À Kiev, immersion dans les usines secrètes de drones et de missiles
Depuis le début de la guerre contre la Russie, de nombreux Ukrainiens se sont reconvertis dans la production de drones et de missiles, profitant d’un assouplissement des règles pour intensifier la fabrication et la rendre plus agile.
Derrière une façade paisible que les bombardements russes peinent à effacer, Kiev cache une effervescence souterraine : dans de nombreux ateliers cachés aux yeux des habitants, les drones et les missiles qui équipent quotidiennement les soldats ukrainiens sur le front sont produits à la chaîne. Les visites nécessitent la plus grande discrétion. Un habitant de Kiev indique : « Vous voyez ce bâtiment endommagé, là-bas, en face ? Il a été détruit par les Russes. » Situé à proximité du siège social de Fire Point, une start-up de production de drones et de missiles fondée en 2022, cet atelier illustre la menace permanente.

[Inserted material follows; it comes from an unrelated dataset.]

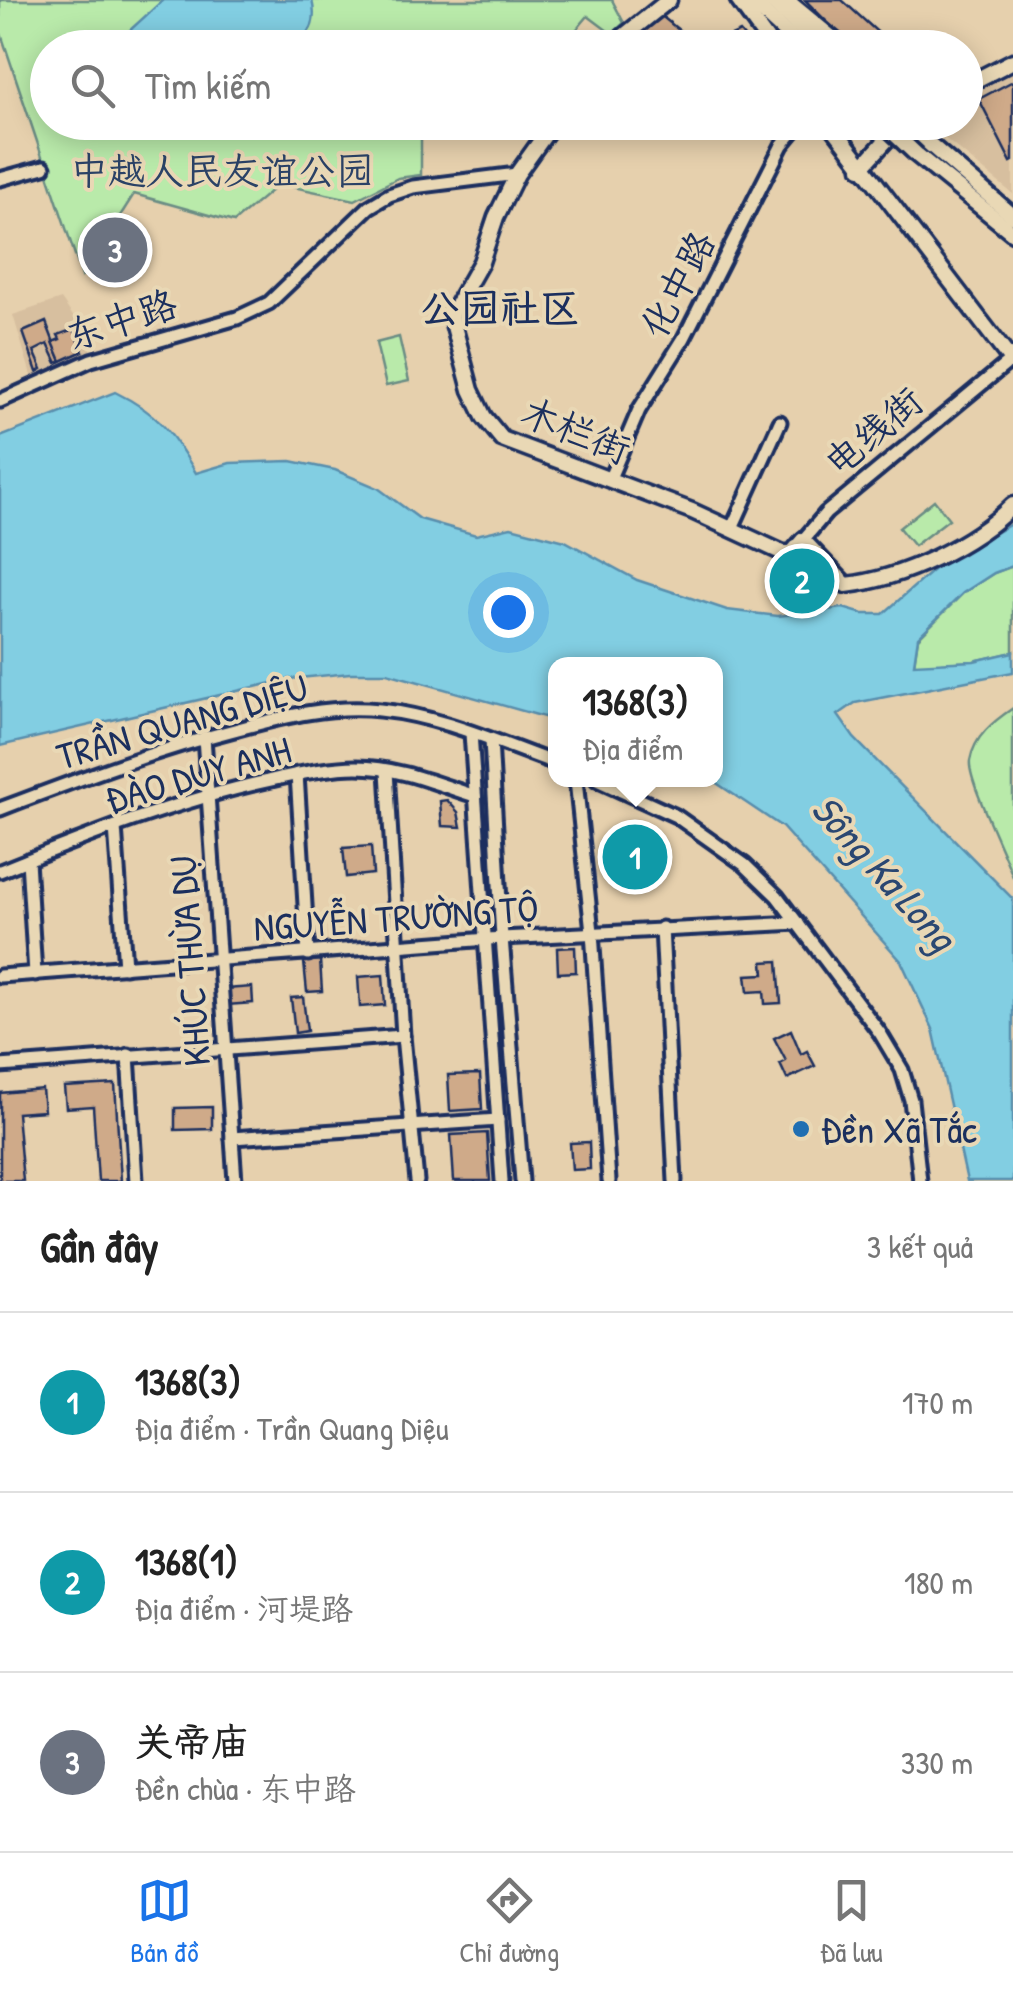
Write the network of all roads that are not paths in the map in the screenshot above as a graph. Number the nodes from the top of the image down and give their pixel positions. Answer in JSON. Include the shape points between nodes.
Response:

Les Russes tentent d’attaquer les entreprises qui fabriquent du matériel militaire. « En ce moment, ils préparent un coup chaque semaine », précise un habitant. Pour accéder à ces ateliers, des consignes strictes sont appliquées : activation du mode avion des téléphones portables, interdiction de la photographie et de l’enregistrement audio. Ces mes visent à préserver les secrets de fabrication et à protéger les installations.
Fire Point, la star ukrainienne des missiles
Parmi les usines visitées, Fire Point impose les règles les plus strictes. Pour permettre notre venue, l’équipe de sécurité a placé nos téléphones dans des pochettes, fouillé nos sacs, et bandé nos yeux. Pendant le trajet de 20 minutes, les rideaux étaient tirés. Nous avons ainsi pu accéder à l’un des garages de l’immense usine, où sont produits des missiles, notamment le FP-5 Flamingo de 7 mètres de long, capable de frapper des cibles jusqu’à 3000 km, y compris en Russie, à une vitesse maximale de 950 km/h. L’usine produit entre un et trois FP-5 par jour.
Fire Point emploie aujourd’hui 6 000 salariés, un chiffre qui a été multiplié par six en un an. L’entreprise continue de recruter pour honorer des accords de fourniture vers des entreprises européennes et développer des projets futurs, y compris le missile balistique FP-9, prévu pour être testé à la fin de l’année 2026.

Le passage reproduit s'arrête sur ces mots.